# Math Help - Math 12 logarithms

1. ## Math 12 logarithms

Hi all,

I just a few questions on Math 12, not sure how to do these questions (I need to know the how-to more than the answer itself):

1) "The population of a type of bacteria triples every 20 hours. In how many hours will a population of 30 become a population of 1000?"

2) "Solve for x: log(subcript a) a ^ 2x = log (subscript b^2) b^(3x-3)

3) Simplify: [log (subscript: 1/x) 1/y ] - [log (subscript 1/x) y ] - [log (subscript X) 1/y]

(This is from the Logarithms unit).

Thanks a lot in advance!

2. Originally Posted by funnytim
Hi all,

I just a few questions on Math 12, not sure how to do these questions (I need to know the how-to more than the answer itself):

1) "The population of a type of bacteria triples every 20 hours. In how many hours will a population of 30 become a population of 1000?"

2) "Solve for x: log(subcript a) a ^ 2x = log (subscript b^2) b^(3x-3)

3) Simplify: [log (subscript: 1/x) 1/y ] - [log (subscript 1/x) y ] - [log (subscript X) 1/y]

(This is from the Logarithms unit).

Thanks a lot in advance!
2) $\log_a(a^{2x})=log_b(b^{3x-3})$.

Do you remember the rule $\log_a(a^m)=m$?

So we get $2x=3x-3$. Can you solve for x?

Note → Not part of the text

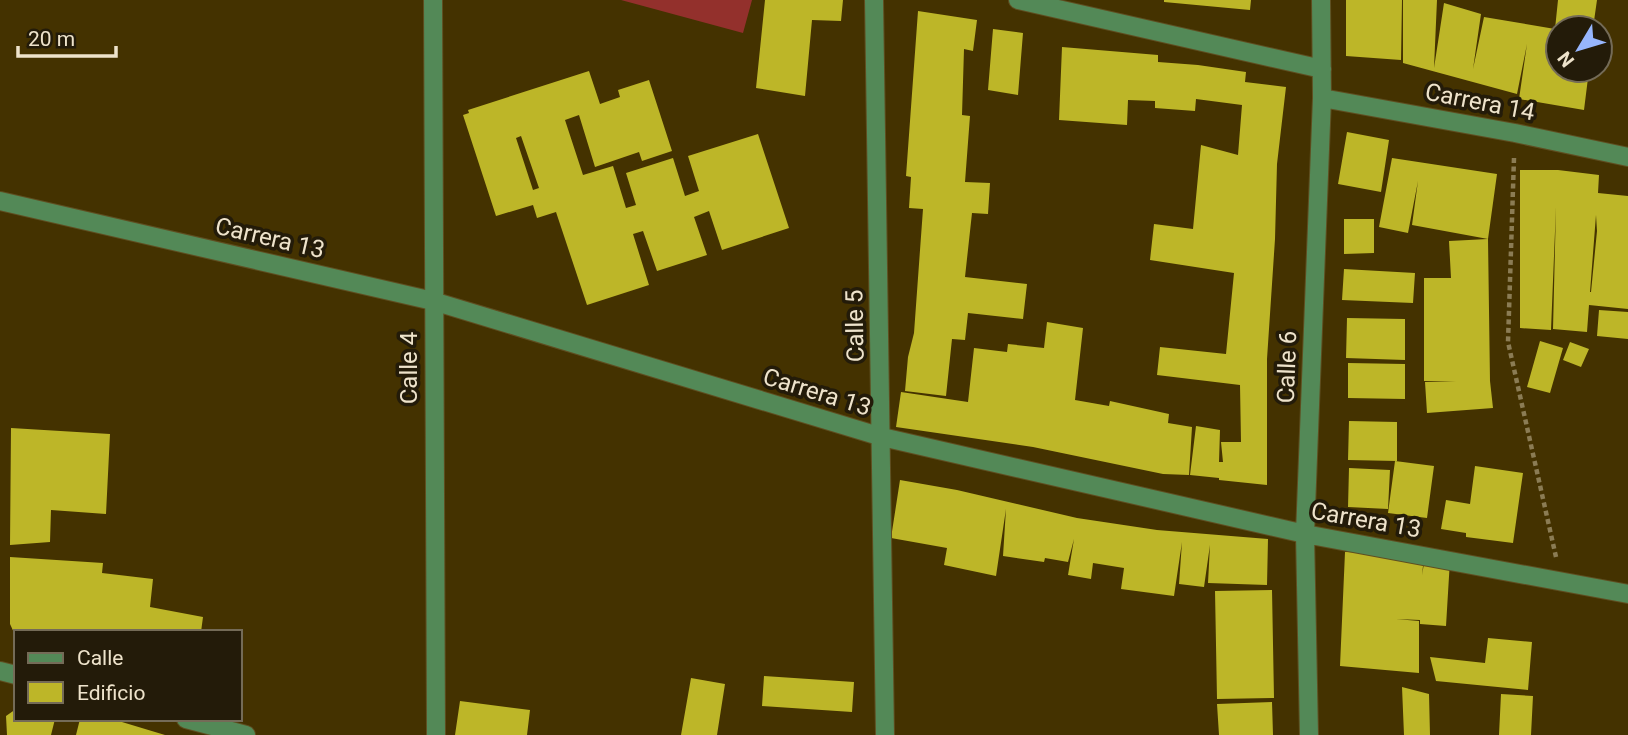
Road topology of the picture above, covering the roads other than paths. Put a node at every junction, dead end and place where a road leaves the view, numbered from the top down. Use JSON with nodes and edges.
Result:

3) $\log_{\frac{1}{x}}(\frac{1}{y})-\log_{\frac{1}{x}}(y)-\log_x(\frac{1}{y})$

Do you remember the rule $\log_a(m)-\log_a(n) = \log_a(\frac{m}{n})$? Using this we get

$\log_{\frac{1}{x}}(\frac{\frac{1}{y}}{y})-\log_x(\frac{1}{y})$
$=\log_{\frac{1}{x}}(\frac{1}{y^2})-\log_x(\frac{1}{y})$

We can't do any more as the bases of the logarithms are not the same.

3. Hold on there, Pardner.

$log_{1/x}(a) = \frac{log(a)}{log(1/x)} = \frac{log(a)}{-log(x)} = -log_{x}(a)$

4. This looks about right:

5. Hey, thanks guys!